§ **HOW TO COMPLETE THIS TASK**
The answer should be one number: how many lines in the records below contain the word "points".

§ **PROVIDED DATA**
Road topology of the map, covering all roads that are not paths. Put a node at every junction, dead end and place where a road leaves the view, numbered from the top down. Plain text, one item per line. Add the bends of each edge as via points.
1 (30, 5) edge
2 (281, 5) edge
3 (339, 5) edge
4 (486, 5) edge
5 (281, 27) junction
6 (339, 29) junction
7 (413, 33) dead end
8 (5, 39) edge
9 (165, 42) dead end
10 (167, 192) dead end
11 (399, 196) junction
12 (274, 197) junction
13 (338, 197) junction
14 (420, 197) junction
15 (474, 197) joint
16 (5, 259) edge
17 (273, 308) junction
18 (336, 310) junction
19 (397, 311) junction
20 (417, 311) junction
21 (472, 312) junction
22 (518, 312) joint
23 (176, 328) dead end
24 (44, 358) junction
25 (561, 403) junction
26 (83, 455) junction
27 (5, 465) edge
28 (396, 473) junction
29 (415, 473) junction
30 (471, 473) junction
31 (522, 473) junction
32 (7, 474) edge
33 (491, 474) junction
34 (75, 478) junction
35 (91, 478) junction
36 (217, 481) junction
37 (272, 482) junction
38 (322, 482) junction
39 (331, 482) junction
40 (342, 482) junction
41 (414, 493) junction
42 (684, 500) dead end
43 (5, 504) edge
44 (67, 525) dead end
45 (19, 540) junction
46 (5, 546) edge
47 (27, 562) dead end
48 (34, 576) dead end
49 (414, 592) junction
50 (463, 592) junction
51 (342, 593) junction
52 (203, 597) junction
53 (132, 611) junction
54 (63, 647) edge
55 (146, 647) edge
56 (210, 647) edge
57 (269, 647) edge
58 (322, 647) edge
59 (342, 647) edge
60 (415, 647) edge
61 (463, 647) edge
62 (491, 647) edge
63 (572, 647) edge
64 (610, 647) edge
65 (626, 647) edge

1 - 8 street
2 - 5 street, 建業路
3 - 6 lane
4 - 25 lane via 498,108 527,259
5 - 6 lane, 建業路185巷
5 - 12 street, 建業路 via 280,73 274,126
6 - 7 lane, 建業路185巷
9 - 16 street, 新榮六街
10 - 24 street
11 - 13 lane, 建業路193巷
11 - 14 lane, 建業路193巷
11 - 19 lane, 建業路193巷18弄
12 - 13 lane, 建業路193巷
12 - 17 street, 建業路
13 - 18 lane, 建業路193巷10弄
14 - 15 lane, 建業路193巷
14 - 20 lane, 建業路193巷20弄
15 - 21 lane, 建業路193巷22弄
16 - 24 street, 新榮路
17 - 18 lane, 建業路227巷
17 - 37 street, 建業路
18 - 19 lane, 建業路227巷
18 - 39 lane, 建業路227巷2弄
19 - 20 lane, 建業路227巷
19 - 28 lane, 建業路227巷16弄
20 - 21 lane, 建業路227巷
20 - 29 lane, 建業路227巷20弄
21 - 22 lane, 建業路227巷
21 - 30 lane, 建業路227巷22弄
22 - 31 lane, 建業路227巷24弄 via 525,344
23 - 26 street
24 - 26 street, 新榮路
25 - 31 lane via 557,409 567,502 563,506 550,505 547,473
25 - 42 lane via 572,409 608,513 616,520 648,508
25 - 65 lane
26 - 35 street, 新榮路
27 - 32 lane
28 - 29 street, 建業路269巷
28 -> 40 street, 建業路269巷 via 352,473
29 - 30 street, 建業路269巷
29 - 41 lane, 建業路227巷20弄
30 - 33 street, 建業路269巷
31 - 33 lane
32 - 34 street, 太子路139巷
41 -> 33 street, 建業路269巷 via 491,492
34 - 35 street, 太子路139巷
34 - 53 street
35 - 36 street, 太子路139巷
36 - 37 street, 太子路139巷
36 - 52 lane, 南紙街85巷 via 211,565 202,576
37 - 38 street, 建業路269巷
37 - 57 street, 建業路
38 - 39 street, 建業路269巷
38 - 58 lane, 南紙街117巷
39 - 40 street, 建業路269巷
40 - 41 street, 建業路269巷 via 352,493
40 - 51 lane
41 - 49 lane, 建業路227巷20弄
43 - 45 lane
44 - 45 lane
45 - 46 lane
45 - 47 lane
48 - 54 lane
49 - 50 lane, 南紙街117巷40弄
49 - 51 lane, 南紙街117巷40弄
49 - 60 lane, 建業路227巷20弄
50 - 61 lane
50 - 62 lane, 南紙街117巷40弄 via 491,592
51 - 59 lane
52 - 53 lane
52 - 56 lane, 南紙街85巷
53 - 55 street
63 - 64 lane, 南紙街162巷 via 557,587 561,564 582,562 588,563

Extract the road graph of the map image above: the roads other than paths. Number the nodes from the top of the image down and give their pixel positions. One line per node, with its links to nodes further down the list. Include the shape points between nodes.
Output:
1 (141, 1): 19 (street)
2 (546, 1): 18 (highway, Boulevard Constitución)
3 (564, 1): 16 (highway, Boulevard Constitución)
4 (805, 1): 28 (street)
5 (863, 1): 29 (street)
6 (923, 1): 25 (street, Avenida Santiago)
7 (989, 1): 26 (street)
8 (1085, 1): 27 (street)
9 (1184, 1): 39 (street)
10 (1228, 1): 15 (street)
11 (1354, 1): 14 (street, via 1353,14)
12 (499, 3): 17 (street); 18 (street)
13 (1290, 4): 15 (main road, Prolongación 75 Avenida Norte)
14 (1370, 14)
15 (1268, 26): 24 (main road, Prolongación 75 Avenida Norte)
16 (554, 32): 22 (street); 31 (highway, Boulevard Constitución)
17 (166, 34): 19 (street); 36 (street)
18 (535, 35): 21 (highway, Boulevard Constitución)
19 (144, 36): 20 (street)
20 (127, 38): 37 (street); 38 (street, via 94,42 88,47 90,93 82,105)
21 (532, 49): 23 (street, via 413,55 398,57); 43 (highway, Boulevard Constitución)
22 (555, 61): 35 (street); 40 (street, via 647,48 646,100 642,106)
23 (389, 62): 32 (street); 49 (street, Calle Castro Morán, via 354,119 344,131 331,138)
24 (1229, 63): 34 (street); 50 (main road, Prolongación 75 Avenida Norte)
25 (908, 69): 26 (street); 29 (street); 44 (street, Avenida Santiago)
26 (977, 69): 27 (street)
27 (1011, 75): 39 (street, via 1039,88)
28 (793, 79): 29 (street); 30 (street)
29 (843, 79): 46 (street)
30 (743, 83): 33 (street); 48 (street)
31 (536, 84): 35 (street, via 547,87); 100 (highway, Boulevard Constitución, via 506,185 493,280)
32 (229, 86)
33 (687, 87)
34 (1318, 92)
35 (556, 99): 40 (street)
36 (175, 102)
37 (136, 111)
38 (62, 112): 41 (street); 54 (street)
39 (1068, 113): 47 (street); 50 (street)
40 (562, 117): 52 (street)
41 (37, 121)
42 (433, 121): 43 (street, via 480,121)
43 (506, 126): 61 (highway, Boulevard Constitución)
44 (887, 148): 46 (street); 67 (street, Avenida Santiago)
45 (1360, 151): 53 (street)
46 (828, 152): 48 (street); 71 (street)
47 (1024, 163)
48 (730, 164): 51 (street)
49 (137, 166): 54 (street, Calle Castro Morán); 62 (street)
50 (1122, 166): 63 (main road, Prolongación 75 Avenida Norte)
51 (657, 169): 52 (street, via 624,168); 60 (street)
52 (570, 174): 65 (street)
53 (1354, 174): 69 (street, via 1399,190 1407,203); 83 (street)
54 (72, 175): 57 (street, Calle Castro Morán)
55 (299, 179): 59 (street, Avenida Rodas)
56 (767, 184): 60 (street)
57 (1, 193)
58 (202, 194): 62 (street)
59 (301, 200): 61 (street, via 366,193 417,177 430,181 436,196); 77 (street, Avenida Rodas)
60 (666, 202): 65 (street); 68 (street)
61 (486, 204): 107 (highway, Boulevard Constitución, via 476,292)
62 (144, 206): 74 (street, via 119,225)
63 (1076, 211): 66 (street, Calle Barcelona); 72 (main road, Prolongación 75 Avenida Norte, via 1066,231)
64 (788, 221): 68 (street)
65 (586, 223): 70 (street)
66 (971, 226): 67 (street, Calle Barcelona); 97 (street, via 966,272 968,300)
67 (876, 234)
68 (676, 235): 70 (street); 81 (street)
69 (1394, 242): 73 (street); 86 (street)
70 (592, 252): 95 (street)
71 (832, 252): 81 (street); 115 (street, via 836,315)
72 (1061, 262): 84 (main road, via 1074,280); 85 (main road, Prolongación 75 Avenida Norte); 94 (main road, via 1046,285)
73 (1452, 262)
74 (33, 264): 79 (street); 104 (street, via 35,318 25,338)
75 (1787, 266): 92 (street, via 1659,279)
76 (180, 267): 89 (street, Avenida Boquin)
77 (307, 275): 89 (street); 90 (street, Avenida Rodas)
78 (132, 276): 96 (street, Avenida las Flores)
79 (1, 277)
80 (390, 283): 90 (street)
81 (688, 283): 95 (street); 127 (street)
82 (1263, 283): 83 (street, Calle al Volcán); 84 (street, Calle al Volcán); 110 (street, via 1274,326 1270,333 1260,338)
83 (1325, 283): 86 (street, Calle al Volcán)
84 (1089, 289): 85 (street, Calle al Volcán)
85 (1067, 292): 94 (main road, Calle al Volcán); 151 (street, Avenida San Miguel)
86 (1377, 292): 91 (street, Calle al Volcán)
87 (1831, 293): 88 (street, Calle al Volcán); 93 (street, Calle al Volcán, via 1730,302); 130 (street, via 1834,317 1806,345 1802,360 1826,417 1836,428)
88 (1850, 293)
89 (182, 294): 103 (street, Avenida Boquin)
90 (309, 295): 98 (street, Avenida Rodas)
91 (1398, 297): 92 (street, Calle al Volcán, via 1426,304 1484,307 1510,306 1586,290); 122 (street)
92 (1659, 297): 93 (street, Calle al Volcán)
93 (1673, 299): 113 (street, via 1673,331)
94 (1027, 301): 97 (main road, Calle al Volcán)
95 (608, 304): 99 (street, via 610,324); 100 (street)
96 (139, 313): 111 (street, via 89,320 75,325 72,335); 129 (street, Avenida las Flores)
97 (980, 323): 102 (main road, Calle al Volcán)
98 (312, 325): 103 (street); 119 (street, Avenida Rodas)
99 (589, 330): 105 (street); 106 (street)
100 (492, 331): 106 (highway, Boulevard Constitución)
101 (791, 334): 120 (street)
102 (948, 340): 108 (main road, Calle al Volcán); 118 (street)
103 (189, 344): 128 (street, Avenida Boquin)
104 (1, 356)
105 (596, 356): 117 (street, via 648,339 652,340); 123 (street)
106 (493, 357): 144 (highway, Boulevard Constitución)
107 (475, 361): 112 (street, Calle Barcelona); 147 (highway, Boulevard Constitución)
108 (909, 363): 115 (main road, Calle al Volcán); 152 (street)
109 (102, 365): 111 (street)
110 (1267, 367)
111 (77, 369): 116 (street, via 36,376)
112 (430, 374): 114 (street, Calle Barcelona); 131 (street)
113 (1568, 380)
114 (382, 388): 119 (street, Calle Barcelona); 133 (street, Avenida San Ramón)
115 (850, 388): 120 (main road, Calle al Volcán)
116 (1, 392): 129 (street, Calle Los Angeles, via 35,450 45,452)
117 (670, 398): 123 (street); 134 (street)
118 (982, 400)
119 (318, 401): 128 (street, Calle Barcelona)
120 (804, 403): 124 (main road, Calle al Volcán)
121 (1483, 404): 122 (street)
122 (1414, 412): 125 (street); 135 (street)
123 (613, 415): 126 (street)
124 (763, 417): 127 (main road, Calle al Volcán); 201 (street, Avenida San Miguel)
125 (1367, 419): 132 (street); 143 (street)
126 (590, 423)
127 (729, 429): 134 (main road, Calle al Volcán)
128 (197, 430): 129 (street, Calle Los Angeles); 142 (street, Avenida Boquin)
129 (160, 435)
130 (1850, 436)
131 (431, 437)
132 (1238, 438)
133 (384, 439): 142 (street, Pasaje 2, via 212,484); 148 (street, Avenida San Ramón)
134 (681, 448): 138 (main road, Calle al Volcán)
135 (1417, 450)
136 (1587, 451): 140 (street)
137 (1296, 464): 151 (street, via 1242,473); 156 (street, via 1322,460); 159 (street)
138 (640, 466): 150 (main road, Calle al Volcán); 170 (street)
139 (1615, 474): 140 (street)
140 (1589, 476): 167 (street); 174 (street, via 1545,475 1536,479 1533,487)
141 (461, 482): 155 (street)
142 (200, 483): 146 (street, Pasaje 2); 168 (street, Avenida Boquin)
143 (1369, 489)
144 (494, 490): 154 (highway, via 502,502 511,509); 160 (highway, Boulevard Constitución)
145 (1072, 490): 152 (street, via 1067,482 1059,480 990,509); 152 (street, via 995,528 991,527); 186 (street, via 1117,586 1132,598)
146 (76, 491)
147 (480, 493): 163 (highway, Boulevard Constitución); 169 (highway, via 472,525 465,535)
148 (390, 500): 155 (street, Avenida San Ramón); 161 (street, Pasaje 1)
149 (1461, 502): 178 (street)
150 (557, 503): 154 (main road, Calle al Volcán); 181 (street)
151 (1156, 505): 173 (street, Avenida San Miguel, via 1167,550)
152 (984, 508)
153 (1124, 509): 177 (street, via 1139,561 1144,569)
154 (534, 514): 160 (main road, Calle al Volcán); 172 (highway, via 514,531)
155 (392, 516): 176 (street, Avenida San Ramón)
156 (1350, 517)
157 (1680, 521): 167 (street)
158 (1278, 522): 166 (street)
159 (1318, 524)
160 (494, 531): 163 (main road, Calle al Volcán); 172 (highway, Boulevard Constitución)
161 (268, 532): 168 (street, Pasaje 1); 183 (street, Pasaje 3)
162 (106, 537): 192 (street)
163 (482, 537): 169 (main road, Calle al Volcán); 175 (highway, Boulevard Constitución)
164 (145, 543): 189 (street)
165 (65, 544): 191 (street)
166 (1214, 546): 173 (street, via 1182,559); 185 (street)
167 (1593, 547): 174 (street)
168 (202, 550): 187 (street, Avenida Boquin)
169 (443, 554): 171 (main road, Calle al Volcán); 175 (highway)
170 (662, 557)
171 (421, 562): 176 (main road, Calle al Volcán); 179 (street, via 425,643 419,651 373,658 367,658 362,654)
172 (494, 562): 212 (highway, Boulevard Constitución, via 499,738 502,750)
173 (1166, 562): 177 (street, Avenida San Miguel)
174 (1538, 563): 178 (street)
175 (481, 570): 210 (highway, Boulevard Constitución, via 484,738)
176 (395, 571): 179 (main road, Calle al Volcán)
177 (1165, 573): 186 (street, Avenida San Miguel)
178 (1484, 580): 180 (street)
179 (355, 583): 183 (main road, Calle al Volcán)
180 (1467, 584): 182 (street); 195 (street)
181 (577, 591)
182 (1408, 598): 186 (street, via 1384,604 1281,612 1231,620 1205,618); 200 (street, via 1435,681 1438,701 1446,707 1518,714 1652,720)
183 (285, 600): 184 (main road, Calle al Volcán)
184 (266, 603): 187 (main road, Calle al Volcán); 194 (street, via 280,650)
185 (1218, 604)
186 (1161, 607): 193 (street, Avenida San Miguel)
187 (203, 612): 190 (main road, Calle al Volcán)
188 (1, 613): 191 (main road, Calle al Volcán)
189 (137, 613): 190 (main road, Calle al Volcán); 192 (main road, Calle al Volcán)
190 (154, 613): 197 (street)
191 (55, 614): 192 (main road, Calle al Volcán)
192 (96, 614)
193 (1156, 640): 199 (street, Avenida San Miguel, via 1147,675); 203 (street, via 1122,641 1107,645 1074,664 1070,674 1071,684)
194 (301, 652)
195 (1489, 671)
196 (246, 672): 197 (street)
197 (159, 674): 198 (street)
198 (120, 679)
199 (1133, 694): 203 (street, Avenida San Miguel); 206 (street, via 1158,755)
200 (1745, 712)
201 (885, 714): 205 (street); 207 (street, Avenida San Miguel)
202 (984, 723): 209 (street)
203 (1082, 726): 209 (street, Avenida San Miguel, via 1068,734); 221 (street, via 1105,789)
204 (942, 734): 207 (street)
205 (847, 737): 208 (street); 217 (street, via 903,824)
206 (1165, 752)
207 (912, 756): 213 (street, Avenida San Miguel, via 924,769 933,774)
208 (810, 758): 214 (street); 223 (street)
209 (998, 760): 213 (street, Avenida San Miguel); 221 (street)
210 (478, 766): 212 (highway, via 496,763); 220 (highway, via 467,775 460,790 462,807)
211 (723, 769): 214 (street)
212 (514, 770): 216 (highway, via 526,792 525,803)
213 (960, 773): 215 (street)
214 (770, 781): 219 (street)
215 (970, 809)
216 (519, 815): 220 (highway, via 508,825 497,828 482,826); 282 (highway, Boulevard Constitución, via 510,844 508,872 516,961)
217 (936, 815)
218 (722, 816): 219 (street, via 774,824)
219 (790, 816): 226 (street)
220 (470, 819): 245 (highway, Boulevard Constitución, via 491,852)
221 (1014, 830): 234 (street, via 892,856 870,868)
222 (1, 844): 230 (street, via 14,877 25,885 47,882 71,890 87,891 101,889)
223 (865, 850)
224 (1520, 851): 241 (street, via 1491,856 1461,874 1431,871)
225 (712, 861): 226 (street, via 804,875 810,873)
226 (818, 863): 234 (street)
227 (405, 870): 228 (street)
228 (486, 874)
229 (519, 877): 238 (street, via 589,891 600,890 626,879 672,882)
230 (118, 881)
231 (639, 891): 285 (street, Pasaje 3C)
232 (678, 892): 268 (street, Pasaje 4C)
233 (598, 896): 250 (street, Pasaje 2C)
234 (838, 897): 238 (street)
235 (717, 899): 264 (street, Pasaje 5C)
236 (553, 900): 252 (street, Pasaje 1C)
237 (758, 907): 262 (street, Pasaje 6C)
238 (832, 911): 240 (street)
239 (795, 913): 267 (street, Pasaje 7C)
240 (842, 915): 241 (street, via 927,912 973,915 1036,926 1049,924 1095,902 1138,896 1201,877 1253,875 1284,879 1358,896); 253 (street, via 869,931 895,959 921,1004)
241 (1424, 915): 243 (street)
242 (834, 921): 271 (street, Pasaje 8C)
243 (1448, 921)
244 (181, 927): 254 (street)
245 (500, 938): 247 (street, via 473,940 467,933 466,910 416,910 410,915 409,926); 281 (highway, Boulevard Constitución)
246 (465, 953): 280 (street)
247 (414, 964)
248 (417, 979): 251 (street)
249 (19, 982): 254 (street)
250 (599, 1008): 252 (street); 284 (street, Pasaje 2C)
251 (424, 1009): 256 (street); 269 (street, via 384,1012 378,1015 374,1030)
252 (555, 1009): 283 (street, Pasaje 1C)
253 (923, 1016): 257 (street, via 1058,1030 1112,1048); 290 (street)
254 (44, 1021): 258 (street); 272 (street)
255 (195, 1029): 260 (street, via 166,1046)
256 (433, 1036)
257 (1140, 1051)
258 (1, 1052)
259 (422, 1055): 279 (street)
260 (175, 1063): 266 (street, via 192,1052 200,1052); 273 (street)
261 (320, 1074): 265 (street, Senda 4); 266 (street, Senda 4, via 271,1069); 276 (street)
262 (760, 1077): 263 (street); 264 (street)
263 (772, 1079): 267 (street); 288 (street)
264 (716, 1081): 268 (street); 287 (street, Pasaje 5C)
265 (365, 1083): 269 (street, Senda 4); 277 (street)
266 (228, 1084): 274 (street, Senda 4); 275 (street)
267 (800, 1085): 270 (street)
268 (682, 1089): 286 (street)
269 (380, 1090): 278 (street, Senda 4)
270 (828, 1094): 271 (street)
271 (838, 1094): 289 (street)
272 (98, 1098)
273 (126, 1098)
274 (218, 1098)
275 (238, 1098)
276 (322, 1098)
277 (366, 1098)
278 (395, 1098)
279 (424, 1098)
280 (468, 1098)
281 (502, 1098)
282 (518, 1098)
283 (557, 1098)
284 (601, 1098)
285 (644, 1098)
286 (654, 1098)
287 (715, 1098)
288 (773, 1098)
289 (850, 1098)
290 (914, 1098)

§ **ANSWER FOR THIS EXERCISE**
2